Misdirections in Conservation Biology

Authors


Current address: Conservation International, 1919 M Street, NW, Suite 600, Washington, D.C., 20036, U.S.A., email nigelasquith@yahoo.com

Abstract

Abstract: The hypothesis that conservation biology is proceeding along two separate trajectories (Caughley 1994) has provoked extensive discussion. Caughley's dichotomy, a “small-population” paradigm versus a “declining-population” paradigm, has recently been exemplified in discussion of management strategies for conservation of the Javan gibbon (  Hylobates moloch). Recommendations from extensive fieldwork focused on reducing the major known threat to the species—habitat destruction—and proposed a strategy of forest management and protection. A population and habitat viability analysis focused on an entirely different issue—low genetic diversity—and proposed a program of single-species genetic management. It is not surprising that geneticists see inbreeding as a major conservation problem, and it is not unusual that ecologists focus on how ecology relates to conservation. A problem results when managers assume that addressing only one or the other of these factors is the appropriate conservation action. Conservation biologists must learn to thoroughly analyze every conservation problem before trying to solve it. We must actively involve experts from all fields in forming and reviewing conservation strategies. If only captive breeding specialists or ecologists are invited to address a problem, then the techniques employed to solve it will be irrevocably biased.
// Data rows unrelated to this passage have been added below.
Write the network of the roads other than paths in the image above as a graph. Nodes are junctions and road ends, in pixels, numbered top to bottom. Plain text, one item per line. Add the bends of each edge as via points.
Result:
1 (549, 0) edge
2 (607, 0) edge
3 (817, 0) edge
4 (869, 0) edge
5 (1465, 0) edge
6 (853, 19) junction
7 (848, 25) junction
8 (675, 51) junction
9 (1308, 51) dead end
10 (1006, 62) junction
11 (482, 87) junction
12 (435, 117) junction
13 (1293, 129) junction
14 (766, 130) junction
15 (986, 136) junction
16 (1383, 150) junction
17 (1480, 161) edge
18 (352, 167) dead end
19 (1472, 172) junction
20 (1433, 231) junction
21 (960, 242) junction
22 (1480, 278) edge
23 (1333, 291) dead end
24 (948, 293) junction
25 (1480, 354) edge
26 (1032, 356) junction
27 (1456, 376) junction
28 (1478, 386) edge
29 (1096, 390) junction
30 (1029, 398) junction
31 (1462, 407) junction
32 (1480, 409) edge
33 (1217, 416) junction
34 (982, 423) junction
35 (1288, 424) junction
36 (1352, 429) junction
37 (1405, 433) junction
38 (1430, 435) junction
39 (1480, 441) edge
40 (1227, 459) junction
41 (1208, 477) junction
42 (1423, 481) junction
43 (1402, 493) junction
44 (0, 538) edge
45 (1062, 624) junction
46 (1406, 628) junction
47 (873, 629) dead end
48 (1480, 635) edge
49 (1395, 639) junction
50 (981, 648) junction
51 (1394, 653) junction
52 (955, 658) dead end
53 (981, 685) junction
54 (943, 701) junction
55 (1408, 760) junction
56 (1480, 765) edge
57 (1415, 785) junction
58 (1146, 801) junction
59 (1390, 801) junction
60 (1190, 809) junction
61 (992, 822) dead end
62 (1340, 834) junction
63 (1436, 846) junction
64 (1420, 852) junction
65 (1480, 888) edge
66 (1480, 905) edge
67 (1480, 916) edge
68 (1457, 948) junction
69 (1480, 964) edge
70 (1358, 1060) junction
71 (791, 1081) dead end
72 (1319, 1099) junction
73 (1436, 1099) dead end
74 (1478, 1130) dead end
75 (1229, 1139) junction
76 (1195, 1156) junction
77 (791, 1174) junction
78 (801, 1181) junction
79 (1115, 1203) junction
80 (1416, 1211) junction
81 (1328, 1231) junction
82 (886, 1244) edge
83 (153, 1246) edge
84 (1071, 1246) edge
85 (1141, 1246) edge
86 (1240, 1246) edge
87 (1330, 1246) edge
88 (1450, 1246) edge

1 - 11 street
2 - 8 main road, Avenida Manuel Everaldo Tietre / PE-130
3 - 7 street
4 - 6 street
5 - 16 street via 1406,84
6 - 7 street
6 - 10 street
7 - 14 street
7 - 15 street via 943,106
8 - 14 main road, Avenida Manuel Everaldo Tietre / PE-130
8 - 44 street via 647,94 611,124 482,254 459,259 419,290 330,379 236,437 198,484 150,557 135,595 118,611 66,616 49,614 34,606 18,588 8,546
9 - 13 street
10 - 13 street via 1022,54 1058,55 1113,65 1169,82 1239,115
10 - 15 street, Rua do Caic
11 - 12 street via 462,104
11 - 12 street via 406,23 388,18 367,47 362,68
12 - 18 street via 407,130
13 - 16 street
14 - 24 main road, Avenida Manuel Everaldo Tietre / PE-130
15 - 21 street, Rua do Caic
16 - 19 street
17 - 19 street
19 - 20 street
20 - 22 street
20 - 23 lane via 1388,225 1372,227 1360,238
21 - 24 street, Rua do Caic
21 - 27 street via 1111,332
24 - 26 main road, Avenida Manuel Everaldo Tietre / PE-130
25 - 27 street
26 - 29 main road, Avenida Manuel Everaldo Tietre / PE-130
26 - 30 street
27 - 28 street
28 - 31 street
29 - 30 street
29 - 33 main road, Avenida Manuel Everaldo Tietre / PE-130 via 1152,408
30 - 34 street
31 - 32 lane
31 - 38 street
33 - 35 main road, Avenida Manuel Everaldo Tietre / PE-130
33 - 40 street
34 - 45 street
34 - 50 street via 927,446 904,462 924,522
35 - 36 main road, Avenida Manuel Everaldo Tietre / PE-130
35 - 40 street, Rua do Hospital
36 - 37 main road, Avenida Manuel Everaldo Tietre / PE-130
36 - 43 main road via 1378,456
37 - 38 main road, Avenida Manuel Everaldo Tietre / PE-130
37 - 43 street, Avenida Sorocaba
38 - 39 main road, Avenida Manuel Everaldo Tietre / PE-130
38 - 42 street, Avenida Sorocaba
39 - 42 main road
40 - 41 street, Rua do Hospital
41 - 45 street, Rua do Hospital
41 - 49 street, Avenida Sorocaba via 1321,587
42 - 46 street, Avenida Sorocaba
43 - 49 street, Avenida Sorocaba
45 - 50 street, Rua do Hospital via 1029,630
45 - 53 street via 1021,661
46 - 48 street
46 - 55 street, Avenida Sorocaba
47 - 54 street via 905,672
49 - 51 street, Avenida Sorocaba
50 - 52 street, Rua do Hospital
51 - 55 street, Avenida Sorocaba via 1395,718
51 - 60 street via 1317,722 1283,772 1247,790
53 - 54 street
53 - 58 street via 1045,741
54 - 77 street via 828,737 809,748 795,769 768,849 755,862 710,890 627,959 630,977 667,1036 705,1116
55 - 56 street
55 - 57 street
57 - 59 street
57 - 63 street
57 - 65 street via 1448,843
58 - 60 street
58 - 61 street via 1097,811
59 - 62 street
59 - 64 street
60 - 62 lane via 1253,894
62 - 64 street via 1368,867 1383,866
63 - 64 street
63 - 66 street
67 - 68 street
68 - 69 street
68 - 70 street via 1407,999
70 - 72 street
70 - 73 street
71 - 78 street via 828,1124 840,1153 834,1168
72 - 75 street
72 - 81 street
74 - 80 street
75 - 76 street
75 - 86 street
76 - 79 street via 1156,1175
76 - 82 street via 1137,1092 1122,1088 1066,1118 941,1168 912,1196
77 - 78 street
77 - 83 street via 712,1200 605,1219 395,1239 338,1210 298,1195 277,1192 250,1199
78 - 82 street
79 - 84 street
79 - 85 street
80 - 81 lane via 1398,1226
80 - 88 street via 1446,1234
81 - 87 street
We do not all see the world in the same way, even within the relatively small field of conservation. To achieve effective conservation action, we must learn to balance and capitalize on our different perspectives.

Abstract

Resumen: La hipótesis que propone que la conservacion biológica esta siguiendo dos trayectorias separadas (Caughley 1994) ha provocado discusiones extensas. La dicotomía de Caughley; el paradigma de “población pequeña” contra el paradigma de “población en declive” ha sido ejemplificado recientemente en las discusiones sobre estrategias de manejo para la conservación del gibbon de Java (    Hylobates moloch). Las recomendaciones hechas a partir de trabajo de campo extensivo se han enfocado en reducir las amenazas más importantes conocidas para la especie—destrucción del hábitat—y han propuesto una estrategia de manejo y protección del bosque. Un análisis de viabilidad poblacional y del hábitat se ha enfocado en un asunto completamente diferente—la baja diversidad genética—y ha propuesto un programa de manejo genético de especies individuales. No es una sorpresa que los genéticos ven a la intracruza como un problema mayor de la conservación y no es raro que los ecologistas se enfoquen en estudiar como la ecología se relaciona con la conservación. Un problema surge cuando los manejadores asumen que dedicarse a solo uno de estos factores es la acción adecuada de conservación. Los biólogos conservacionistas deben aprender a analizar cuidadosamente cada problema de conservación antes de intentar resolverlo. Debemos involucrar activamente a expertos de todos los campos para formar (y revisar estrictamente) estrategias de conservación. Si solo se invita a especialistas en reproducción en cautiverio y ecólogos para atender un problema, entonces, las técnicas empleadas para resolverlo estarán irremediablemente sesgadas. No todos vemos al mundo de la misma manera—aún dentro del relativamente pequeño campo de la conservación. Para realizar acciones efectivas de conservación debemos aprender a balancear y capitalizar nuestras diferentes perspectivas.